**EXERCISE DESCRIPTION**. Pull out each line of the data that includes the word "Adolfo".

**GIVEN DATA**.
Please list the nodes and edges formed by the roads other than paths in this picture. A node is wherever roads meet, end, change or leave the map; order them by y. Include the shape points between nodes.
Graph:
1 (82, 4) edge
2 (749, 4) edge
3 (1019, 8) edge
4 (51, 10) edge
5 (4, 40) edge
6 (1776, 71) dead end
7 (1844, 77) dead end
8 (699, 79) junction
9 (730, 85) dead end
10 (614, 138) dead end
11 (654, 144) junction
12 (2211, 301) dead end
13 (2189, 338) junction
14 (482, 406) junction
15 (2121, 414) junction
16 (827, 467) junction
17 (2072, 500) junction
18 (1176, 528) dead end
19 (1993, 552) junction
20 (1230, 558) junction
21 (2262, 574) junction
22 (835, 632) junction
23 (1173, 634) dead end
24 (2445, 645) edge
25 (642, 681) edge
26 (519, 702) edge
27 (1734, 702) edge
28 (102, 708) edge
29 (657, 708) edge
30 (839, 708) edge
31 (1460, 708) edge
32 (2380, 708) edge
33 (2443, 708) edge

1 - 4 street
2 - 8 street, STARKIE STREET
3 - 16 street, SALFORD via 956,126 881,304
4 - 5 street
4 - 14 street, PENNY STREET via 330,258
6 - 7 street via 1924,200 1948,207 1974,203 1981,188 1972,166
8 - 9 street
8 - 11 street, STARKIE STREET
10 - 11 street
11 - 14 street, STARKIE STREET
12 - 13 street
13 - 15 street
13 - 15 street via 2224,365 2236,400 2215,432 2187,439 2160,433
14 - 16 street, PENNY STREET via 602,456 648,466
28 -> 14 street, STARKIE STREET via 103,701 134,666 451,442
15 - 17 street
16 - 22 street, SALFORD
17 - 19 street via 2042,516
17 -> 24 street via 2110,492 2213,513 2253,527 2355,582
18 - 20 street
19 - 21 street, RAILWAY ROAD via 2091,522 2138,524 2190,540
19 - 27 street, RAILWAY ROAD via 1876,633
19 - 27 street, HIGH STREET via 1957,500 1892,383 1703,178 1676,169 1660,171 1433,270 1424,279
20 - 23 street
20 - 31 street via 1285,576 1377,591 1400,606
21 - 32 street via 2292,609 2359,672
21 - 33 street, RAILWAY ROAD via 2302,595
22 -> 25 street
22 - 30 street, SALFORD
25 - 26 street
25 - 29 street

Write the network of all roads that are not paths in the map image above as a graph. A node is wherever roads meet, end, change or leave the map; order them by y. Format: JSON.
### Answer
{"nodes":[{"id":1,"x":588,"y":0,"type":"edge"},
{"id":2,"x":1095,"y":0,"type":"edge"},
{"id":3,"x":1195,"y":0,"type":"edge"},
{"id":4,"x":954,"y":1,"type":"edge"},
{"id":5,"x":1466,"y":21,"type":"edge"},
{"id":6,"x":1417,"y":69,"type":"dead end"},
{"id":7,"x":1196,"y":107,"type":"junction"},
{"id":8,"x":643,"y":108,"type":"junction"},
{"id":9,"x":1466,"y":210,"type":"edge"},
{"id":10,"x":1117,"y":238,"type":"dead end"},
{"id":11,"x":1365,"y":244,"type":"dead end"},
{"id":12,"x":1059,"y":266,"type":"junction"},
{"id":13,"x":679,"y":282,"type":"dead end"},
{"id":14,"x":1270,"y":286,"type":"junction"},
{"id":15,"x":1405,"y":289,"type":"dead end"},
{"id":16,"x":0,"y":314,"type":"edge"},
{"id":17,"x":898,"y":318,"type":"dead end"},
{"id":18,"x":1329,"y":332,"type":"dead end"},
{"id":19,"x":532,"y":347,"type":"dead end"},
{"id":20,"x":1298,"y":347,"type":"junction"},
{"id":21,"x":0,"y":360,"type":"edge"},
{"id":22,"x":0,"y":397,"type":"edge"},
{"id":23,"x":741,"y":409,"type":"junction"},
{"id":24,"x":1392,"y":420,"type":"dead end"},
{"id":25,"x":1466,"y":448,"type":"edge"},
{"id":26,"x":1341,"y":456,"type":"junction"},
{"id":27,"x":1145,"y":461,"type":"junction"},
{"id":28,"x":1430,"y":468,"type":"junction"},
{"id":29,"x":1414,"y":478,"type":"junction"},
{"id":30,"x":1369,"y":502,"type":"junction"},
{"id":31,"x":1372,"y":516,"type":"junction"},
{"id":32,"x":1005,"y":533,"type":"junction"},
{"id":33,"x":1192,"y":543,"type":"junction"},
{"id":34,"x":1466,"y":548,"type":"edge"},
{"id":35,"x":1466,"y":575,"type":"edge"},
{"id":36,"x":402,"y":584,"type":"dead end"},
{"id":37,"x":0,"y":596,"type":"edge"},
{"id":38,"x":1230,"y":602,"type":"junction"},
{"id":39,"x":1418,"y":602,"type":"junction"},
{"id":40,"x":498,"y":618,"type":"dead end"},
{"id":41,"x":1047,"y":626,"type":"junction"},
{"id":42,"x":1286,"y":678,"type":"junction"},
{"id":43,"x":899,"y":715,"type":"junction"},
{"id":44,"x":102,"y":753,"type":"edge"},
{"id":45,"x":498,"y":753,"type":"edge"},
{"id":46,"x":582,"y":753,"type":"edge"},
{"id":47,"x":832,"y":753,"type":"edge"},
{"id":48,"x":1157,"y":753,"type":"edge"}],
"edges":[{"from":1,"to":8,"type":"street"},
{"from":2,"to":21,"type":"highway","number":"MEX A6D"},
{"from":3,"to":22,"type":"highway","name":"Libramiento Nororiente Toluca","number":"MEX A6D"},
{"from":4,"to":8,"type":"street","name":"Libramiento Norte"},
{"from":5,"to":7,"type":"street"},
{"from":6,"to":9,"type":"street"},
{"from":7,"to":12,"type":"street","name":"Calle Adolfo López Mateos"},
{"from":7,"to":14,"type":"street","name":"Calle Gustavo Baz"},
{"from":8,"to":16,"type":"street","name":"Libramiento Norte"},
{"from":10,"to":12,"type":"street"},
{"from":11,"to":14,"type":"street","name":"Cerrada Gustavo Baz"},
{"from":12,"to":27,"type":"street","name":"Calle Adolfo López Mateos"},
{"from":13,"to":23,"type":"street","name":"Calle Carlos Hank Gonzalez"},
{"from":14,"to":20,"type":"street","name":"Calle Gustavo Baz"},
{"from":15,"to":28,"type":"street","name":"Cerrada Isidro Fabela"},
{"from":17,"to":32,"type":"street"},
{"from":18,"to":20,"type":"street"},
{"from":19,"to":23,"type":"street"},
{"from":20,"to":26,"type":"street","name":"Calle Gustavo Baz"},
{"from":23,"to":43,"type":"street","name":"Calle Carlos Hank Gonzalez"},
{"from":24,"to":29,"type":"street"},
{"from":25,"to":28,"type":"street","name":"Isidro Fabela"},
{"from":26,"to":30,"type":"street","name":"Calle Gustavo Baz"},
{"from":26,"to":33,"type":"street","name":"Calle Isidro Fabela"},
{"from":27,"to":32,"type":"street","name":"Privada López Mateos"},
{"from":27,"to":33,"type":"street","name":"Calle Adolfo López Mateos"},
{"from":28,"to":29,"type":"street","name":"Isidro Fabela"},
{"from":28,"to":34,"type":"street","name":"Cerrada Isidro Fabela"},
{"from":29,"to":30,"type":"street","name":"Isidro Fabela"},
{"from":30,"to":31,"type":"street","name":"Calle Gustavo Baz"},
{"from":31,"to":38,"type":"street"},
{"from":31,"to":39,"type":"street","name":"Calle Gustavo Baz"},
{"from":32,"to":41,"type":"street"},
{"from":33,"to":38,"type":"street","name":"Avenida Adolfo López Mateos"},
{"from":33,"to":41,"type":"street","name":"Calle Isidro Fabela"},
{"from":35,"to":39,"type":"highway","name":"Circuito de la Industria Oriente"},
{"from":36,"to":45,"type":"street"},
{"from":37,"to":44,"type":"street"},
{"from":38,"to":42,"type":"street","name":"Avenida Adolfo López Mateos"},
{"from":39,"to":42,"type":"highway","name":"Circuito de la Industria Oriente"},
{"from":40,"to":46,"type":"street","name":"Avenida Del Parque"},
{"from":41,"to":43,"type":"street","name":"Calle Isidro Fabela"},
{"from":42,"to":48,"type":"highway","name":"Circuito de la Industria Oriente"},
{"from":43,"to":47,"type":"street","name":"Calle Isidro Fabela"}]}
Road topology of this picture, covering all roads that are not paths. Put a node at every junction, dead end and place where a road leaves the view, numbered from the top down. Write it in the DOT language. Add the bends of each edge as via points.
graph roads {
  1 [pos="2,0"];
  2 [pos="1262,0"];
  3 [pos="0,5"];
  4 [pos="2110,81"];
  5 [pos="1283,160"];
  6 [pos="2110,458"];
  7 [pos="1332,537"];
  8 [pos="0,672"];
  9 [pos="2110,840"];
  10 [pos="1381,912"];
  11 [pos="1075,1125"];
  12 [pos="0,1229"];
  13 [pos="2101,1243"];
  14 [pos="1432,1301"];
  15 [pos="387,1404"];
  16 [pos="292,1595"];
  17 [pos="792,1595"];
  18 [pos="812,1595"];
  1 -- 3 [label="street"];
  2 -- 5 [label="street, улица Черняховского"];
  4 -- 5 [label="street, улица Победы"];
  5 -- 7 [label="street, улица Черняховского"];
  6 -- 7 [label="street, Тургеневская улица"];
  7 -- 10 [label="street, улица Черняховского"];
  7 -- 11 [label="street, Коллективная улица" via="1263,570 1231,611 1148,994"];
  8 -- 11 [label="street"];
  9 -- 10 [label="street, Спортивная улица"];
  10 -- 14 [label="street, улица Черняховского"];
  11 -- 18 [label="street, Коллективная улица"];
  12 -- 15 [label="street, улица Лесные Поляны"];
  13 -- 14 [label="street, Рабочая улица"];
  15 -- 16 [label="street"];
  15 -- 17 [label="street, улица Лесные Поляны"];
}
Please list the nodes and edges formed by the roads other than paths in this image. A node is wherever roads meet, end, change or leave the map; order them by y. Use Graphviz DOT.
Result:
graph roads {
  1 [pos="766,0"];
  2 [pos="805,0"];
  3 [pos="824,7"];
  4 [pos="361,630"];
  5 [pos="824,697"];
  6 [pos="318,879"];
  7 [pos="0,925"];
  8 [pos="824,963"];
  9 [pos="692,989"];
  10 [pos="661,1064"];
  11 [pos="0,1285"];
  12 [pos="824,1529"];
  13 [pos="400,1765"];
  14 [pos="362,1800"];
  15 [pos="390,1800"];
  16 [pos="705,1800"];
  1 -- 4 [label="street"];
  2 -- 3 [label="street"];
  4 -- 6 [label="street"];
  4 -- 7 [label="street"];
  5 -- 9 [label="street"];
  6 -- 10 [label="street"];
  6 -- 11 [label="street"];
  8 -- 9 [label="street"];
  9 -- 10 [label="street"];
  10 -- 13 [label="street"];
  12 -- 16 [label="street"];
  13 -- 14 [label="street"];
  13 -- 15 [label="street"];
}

**SOLUTION TO THIS TASK**.
{"from":7,"to":12,"type":"street","name":"Calle Adolfo López Mateos"},
{"from":12,"to":27,"type":"street","name":"Calle Adolfo López Mateos"},
{"from":27,"to":33,"type":"street","name":"Calle Adolfo López Mateos"},
{"from":33,"to":38,"type":"street","name":"Avenida Adolfo López Mateos"},
{"from":38,"to":42,"type":"street","name":"Avenida Adolfo López Mateos"},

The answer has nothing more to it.